Instagrameur, urbain, fêtard, la sainte trinité

« C’est parti de la réflexion qu’il y avait une population, la génération des millénials, qui était peut-être en train de rater notre marché », introduit François Leclerc, directeur de la marque. Une génération Instagram, qui aime son confort, fêtarde, urbaine. Avec six établissements créés en trois ans, dont deux à Paris et une à Hossegor (plus Rio, Medellín, Vienne) et trois ouvertures en 2023, le groupe dessine des auberges au style urbain, postindustriel, avec un design et une décoration soignée.

« On a dupliqué le concept des auberges de jeunesse en s’adaptant. On propose aussi des chambres individuelles, nos dortoirs comptent quatre, six, huit lits au maximum avec une salle de bains dans chacune d’elles et une cabine pour se changer ». Mais surtout le changement de paradigme économique, avec un prix du lit autour de 40 euros, pas poussé au plus bas. Environ 35 % du chiffre d’affaires de la marque se fait sur le bar et la restauration. Avec une ouverture sur le voisinage. « On fait des concerts, des habitants viennent pour les afterworks. L’idée est qu’il s’y passe toujours quelque chose et d’en faire d’abord un lieu de vie », résume François Leclerc.

« Un besoin à combler, et de l’argent à se faire »

Un dépoussiérage du genre qui n’inquiète pas les acteurs historiques. Pour David Le Carré, président de la Fédération unie des auberges de jeunesses (Fuaj, qui représente 80 auberges), ils ne poursuivent pas « les mêmes objectifs. A l’origine, les auberges de jeunesses sont un projet politique ».

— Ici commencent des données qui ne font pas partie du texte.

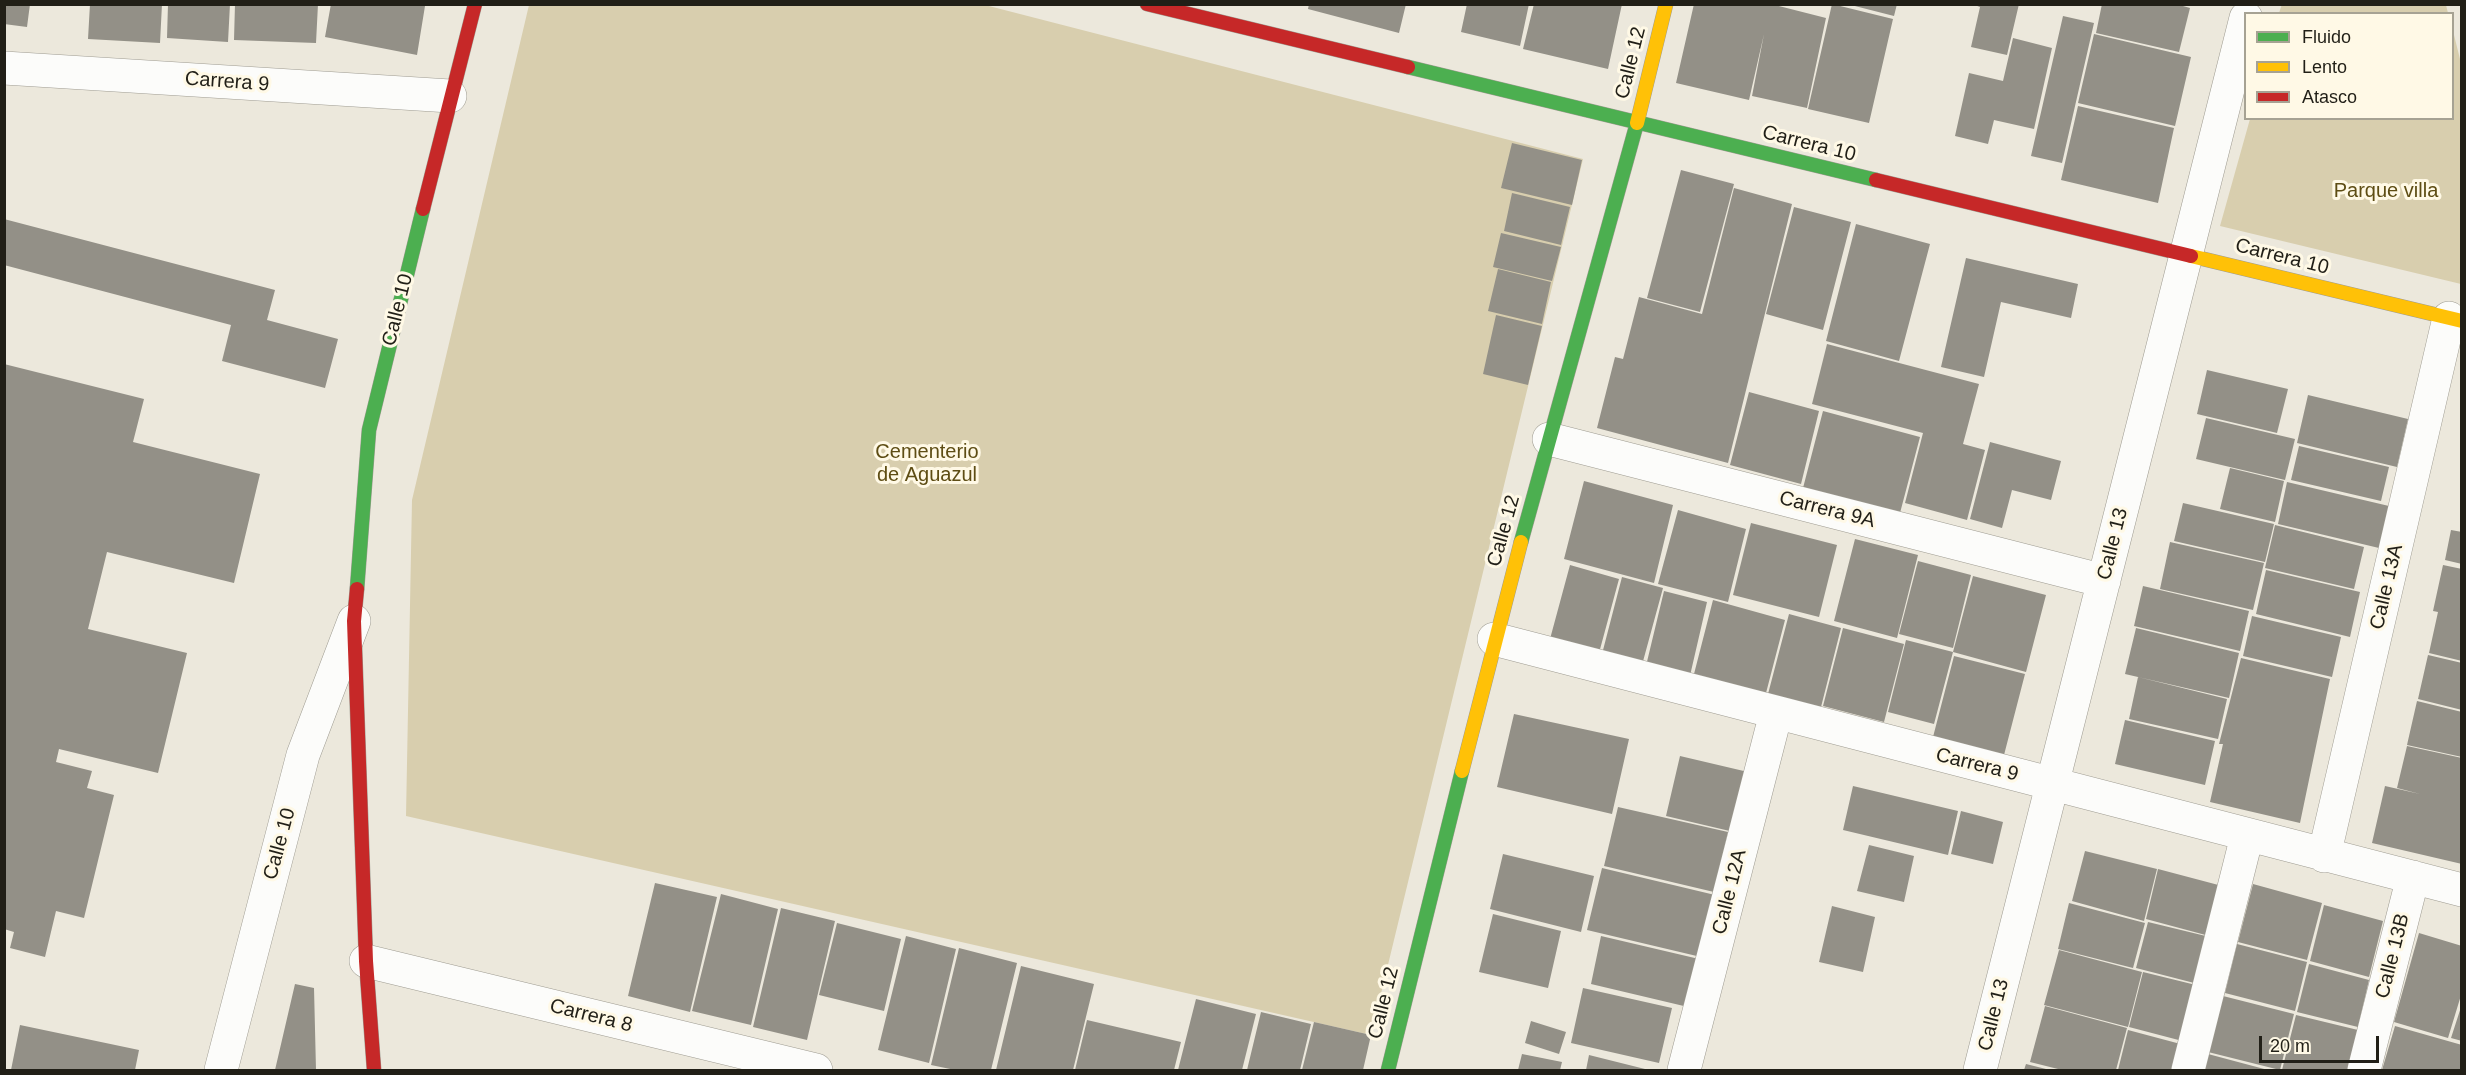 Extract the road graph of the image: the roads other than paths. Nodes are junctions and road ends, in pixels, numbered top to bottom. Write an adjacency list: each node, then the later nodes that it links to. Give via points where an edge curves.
1 (475, 4): 6 (street, Calle 10)
2 (1147, 4): 7 (street, Carrera 10)
3 (1666, 4): 7 (street, Calle 12)
4 (2244, 26): 8 (street, Calle 13)
5 (4, 68): 6 (street, Carrera 9)
6 (450, 96): 12 (street, Calle 10, via 369,430)
7 (1636, 122): 8 (street, Carrera 10); 10 (street, Calle 12)
8 (2186, 254): 9 (street, Carrera 10); 11 (street, Calle 13)
9 (2455, 319): 17 (street, Calle 13A)
10 (1550, 439): 11 (street, Carrera 9A); 13 (street, Calle 12)
11 (2104, 581): 15 (street, Calle 13)
12 (354, 621): 20 (street, Calle 10); 21 (street, Calle 10, via 303,755)
13 (1494, 639): 14 (street, Carrera 9); 24 (street, Calle 12)
14 (1776, 713): 15 (street, Carrera 9); 25 (street, Calle 12A)
15 (2052, 785): 16 (street, Carrera 9); 26 (street, Calle 13)
16 (2247, 836): 17 (street, Carrera 9); 27 (street)
17 (2324, 856): 18 (street, Carrera 9)
18 (2413, 877): 19 (street, Carrera 9); 28 (street, Calle 13B)
19 (2462, 890)
20 (366, 961): 22 (street, Calle 10); 23 (street, Carrera 8)
21 (221, 1071)
22 (374, 1071)
23 (816, 1071)
24 (1388, 1071)
25 (1684, 1071)
26 (1980, 1071)
27 (2188, 1071)
28 (2364, 1071) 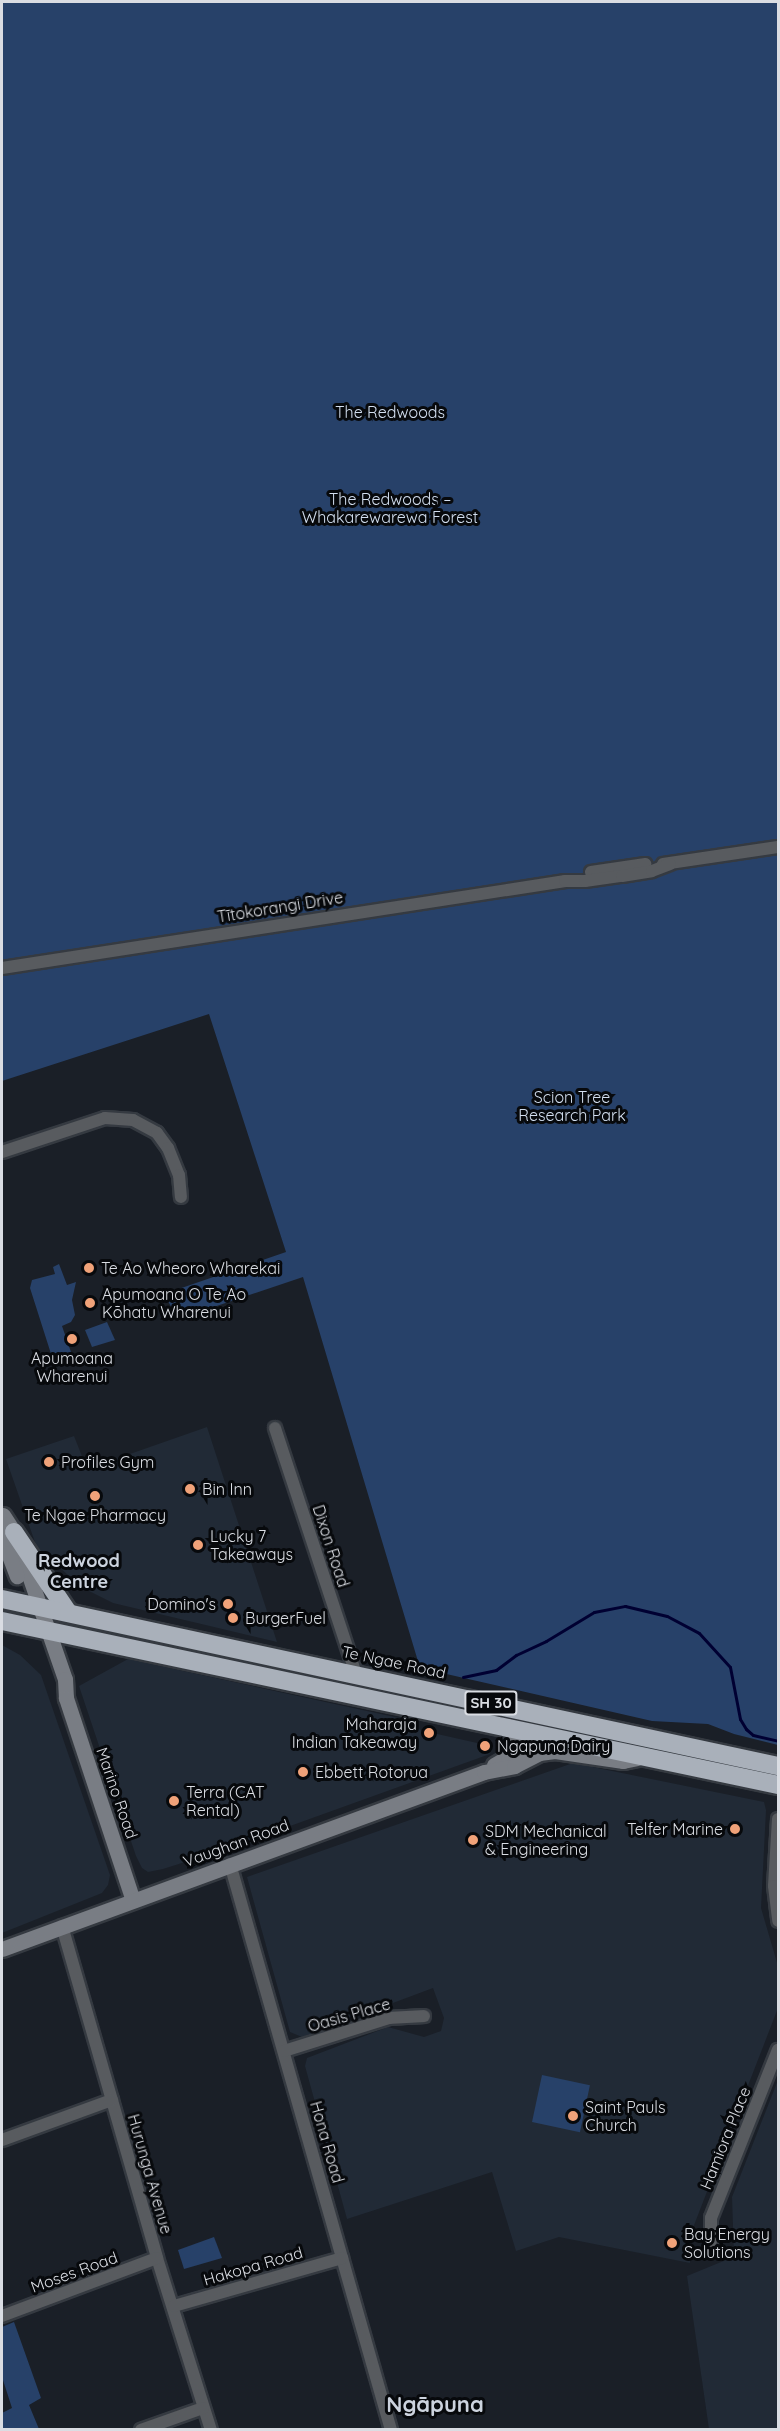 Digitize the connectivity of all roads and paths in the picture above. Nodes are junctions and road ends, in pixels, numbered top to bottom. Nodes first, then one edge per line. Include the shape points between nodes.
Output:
1 (778, 847) edge
2 (2, 968) edge
3 (2, 1152) edge
4 (181, 1197) dead end
5 (275, 1428) dead end
6 (2, 1512) edge
7 (14, 1532) junction
8 (2, 1599) edge
9 (33, 1605) junction
10 (68, 1612) junction
11 (2, 1621) edge
12 (42, 1629) junction
13 (356, 1674) junction
14 (508, 1726) junction
15 (647, 1757) junction
16 (778, 1766) edge
17 (484, 1772) junction
18 (778, 1785) edge
19 (778, 1819) edge
20 (230, 1864) junction
21 (133, 1900) junction
22 (778, 1921) edge
23 (62, 1926) junction
24 (2, 1949) edge
25 (424, 2016) dead end
26 (778, 2050) edge
27 (284, 2051) junction
28 (112, 2100) junction
29 (2, 2140) edge
30 (711, 2241) dead end
31 (157, 2258) junction
32 (342, 2258) junction
33 (174, 2306) junction
34 (2, 2316) edge
35 (203, 2408) junction
36 (141, 2430) edge
37 (212, 2430) edge
38 (391, 2430) edge

1 - 2 street, Tītokorangi Drive via 670,864 621,867 565,881
3 - 4 street via 105,1118 133,1120 157,1133 168,1148 179,1175
5 - 13 street, Dixon Road
6 - 7 street
6 - 9 street via 8,1552
7 - 9 street
7 - 10 highway
8 - 9 highway, Te Ngae Road / SH 30
9 - 10 highway, Te Ngae Road / SH 30
9 - 12 street, Marino Road
10 - 13 highway, Te Ngae Road / SH 30
11 - 12 highway, SH 30
12 - 14 highway, SH 30
12 - 21 street, Marino Road via 65,1680 66,1698
13 - 16 highway, Te Ngae Road / SH 30
14 - 15 highway, SH 30
14 - 17 street, Vaughan Road via 516,1739 515,1749
15 - 17 street, Vaughan Road via 614,1760 548,1751 514,1766
15 - 18 highway, SH 30
17 - 20 street, Vaughan Road
19 - 22 street via 774,1886
20 - 21 street, Vaughan Road
20 - 27 street, Hona Road
21 - 23 street, Vaughan Road
23 - 24 street, Vaughan Road
23 - 28 street, Hurunga Avenue
25 - 27 street, Oasis Place via 389,2018
26 - 30 street, Hamiora Place via 711,2218
27 - 32 street, Hona Road
28 - 29 street
28 - 31 street, Hurunga Avenue
31 - 33 street, Hurunga Avenue
31 - 34 street, Moses Road
32 - 33 street, Hakopa Road
32 - 38 street, Hona Road
33 - 35 street, Hurunga Avenue
35 - 36 street
35 - 37 street, Hurunga Avenue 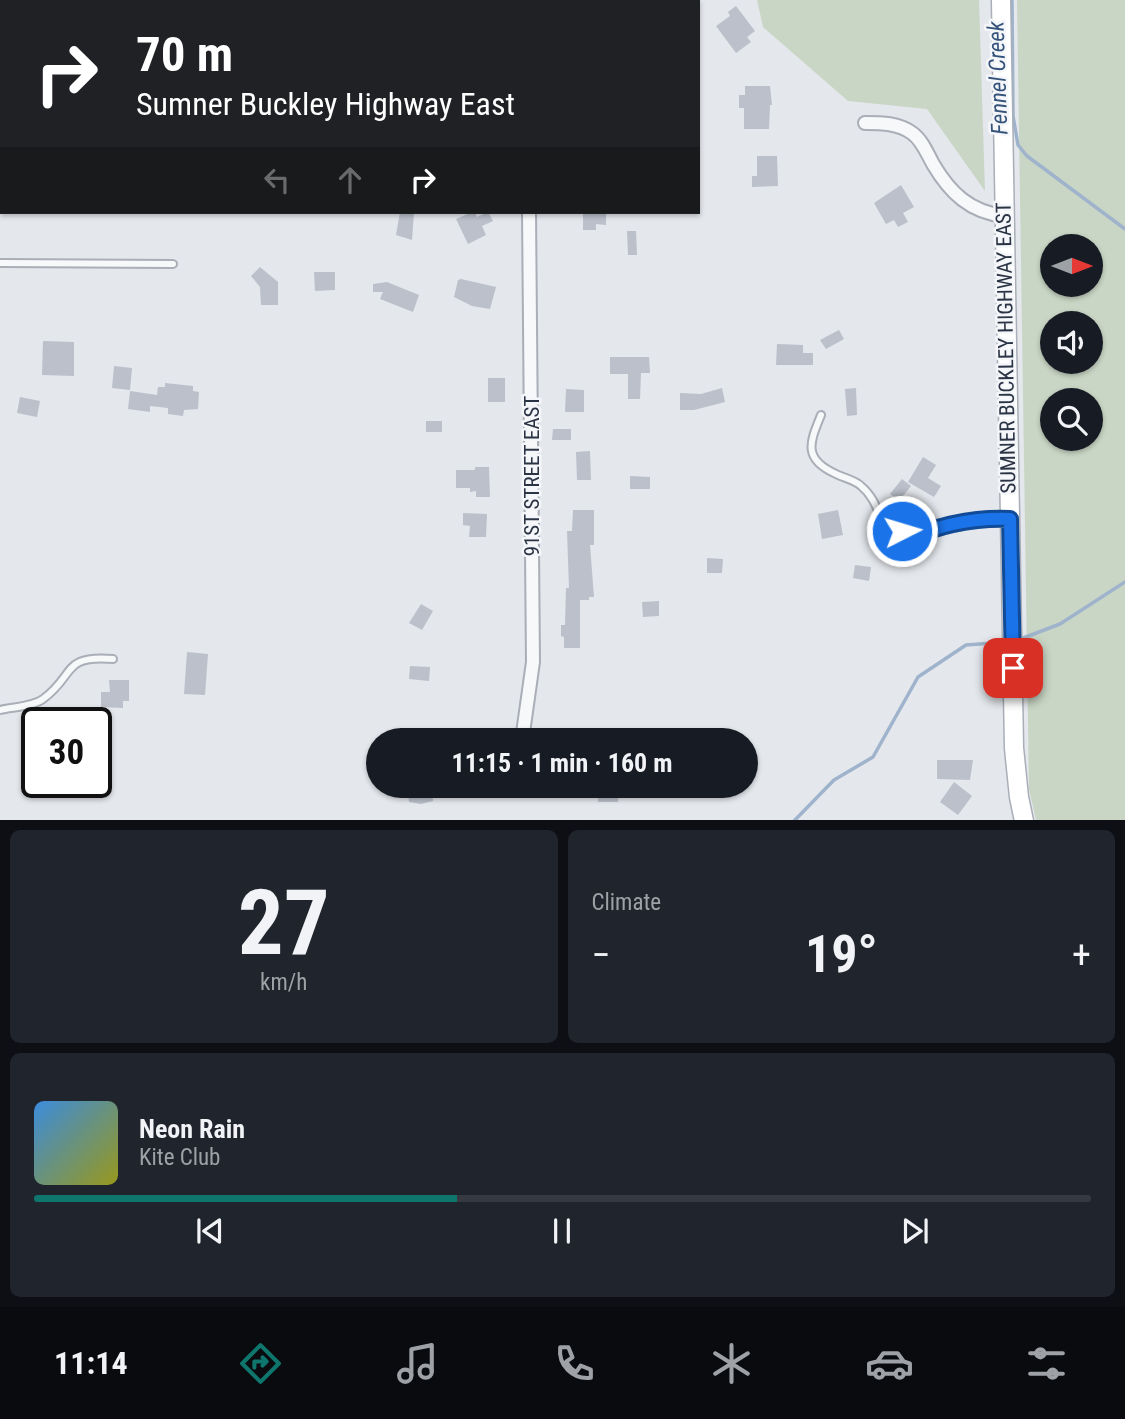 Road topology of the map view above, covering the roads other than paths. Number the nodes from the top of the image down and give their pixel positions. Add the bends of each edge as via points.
1 (1000, 0) edge
2 (865, 124) dead end
3 (529, 214) edge
4 (1004, 216) junction
5 (0, 263) edge
6 (173, 264) dead end
7 (821, 415) dead end
8 (881, 519) joint
9 (1010, 519) junction
10 (113, 659) dead end
11 (0, 710) edge
12 (524, 728) edge
13 (1024, 820) edge

1 - 4 street, SUMNER BUCKLEY HIGHWAY EAST
2 - 4 street via 894,125 915,134 946,182 967,204
3 - 12 street, 91ST STREET EAST via 533,662
4 - 9 street, SUMNER BUCKLEY HIGHWAY EAST
5 - 6 lane
7 - 8 lane via 811,441 812,452 832,472 859,483 873,497
8 - 9 street via 914,534 976,520
9 - 13 street, SUMNER BUCKLEY HIGHWAY EAST via 1014,748
10 - 11 lane via 76,662 43,699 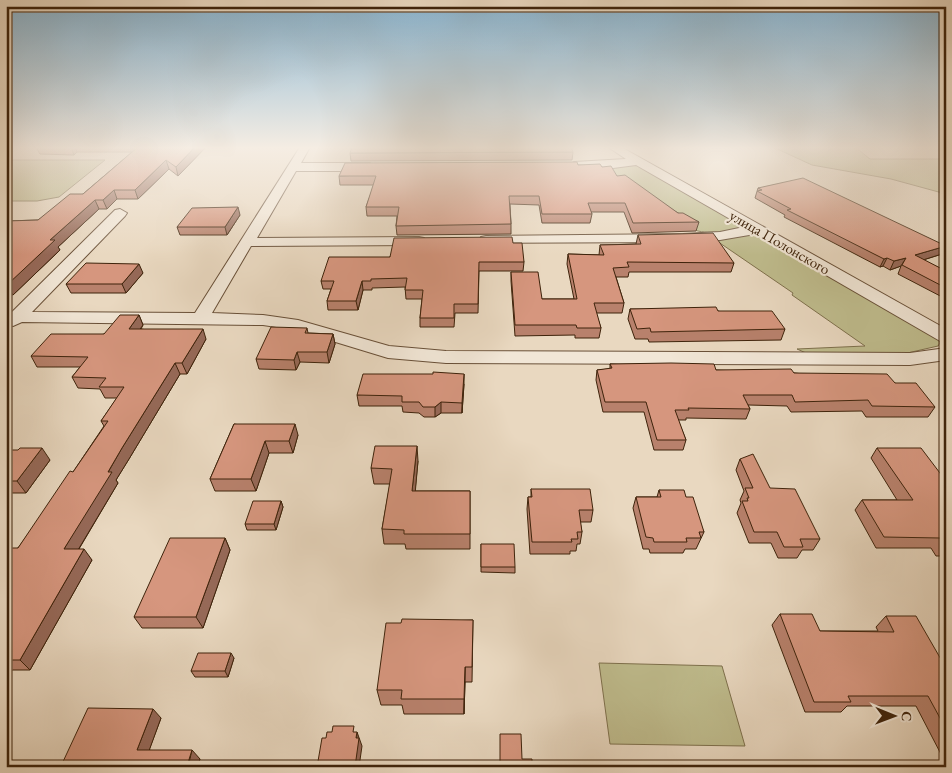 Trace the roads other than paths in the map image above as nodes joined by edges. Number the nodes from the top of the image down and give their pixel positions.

Déployé en lien avec les communes et les collectivités territoriales, les auberges de jeunesses dans leur format classique, héritières du front populaire, travaillent essentiellement avec des randonneurs, des publics associatifs et scolaires. « Nous n’avons pas la même clientèle et les deux projets vont cohabiter », estime-t-il. « Mais ils viennent prendre une place laissée libre par la perte de 60 % des hébergements collectifs entre 2013 et 2019 », étaye David Le Carré pour qui, il y avait « un besoin à combler, et de l’argent à se faire ».

A mesure que le secteur de l’hébergement collectif sauce XXIe siècle se développe sous la houlette du privé, la législation se structure. En septembre 2020, au détour de la loi de Finance a été créée la catégorie « auberges collectives » pour y appliquer une taxe de séjour spécifique. Depuis novembre de cette année, ces offres d’hébergement peuvent aussi demander à un classement spécifique au même titre que les gîtes et autres chambres d’hôtes, par exemple.